• Task brief
The task calls for the line containing "ring dip: (290, 279)" and all later lines, through the end of the entries below, to be set down exactly and without pictures.

[Saved data entries]
= Beginning of Section =
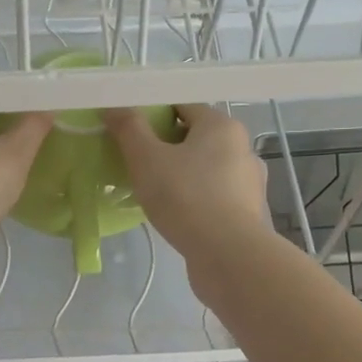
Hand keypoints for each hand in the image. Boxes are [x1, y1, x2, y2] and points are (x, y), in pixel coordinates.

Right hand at [103, 104, 272, 290]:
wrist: (228, 256)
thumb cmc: (186, 198)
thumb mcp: (147, 159)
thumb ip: (129, 128)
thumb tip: (112, 105)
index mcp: (222, 125)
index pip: (183, 105)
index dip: (152, 114)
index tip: (128, 132)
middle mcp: (242, 147)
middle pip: (195, 136)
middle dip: (165, 146)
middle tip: (136, 163)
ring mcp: (249, 182)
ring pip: (205, 168)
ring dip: (181, 174)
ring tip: (154, 192)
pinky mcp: (247, 212)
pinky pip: (214, 195)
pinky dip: (195, 198)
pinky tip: (176, 214)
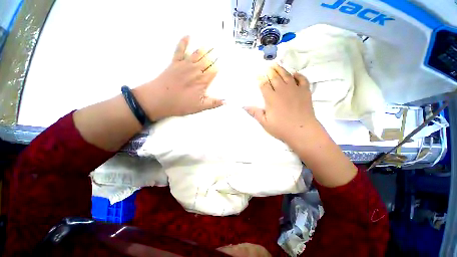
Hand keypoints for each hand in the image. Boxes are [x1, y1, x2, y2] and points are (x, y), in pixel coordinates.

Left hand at [134, 36, 222, 120]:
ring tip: (211, 44)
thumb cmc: (180, 104)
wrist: (158, 99)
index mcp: (202, 81)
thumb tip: (226, 102)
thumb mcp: (200, 107)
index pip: (214, 70)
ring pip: (198, 54)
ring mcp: (185, 65)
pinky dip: (184, 42)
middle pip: (208, 60)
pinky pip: (180, 50)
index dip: (219, 66)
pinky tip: (188, 36)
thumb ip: (214, 103)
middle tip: (220, 49)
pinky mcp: (175, 63)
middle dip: (214, 55)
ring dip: (205, 49)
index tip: (223, 61)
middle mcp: (196, 70)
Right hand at [244, 63, 318, 143]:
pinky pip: (302, 79)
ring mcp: (295, 89)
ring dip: (281, 69)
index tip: (258, 74)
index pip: (264, 84)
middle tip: (268, 66)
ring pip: (287, 76)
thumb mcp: (264, 122)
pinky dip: (298, 75)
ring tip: (277, 65)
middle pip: (275, 77)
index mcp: (271, 98)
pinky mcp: (305, 91)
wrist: (302, 131)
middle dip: (270, 71)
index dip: (260, 79)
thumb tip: (244, 106)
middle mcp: (282, 90)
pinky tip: (294, 73)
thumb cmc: (281, 128)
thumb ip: (255, 113)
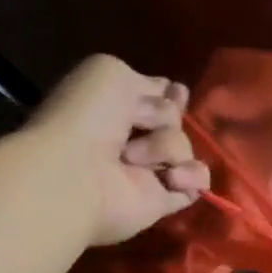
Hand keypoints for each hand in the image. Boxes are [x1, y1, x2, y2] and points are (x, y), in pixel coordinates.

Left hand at [30, 55, 209, 246]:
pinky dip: (191, 176)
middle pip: (175, 120)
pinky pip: (197, 181)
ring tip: (132, 159)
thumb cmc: (86, 119)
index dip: (170, 95)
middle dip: (165, 117)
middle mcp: (132, 139)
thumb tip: (172, 95)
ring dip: (166, 146)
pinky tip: (171, 177)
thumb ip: (146, 81)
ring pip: (184, 147)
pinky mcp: (163, 201)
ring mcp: (149, 172)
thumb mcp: (110, 72)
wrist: (74, 175)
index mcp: (115, 106)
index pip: (159, 97)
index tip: (172, 94)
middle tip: (139, 124)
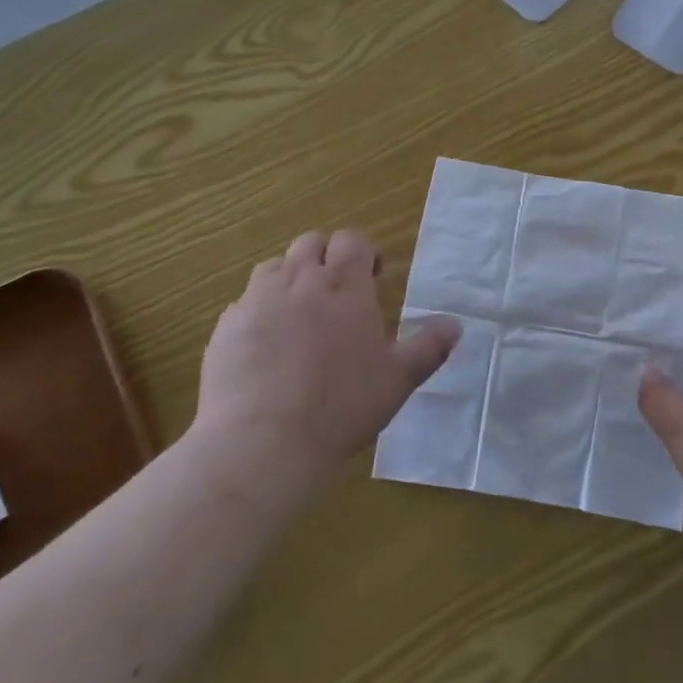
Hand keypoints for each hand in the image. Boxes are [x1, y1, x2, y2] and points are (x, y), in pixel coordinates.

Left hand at [191, 229, 459, 489]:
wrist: (262, 442)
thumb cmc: (341, 406)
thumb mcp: (398, 380)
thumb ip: (429, 348)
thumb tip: (456, 325)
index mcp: (344, 285)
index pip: (352, 240)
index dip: (364, 252)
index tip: (373, 278)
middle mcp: (299, 280)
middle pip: (311, 243)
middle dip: (326, 258)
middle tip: (337, 294)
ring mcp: (257, 300)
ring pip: (274, 267)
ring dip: (290, 279)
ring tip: (300, 316)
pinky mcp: (226, 326)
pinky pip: (245, 303)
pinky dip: (260, 312)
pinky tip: (267, 348)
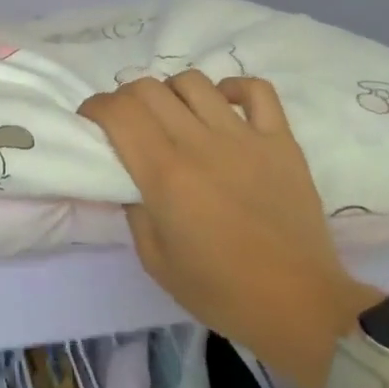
= End of Section =
• Answer box
ring dip: (290, 279)
ring tip: (300, 316)
pinky mcp: (226, 326)
pinky pip: (245, 303)
pinky dip: (260, 312)
pinky tip: (267, 348)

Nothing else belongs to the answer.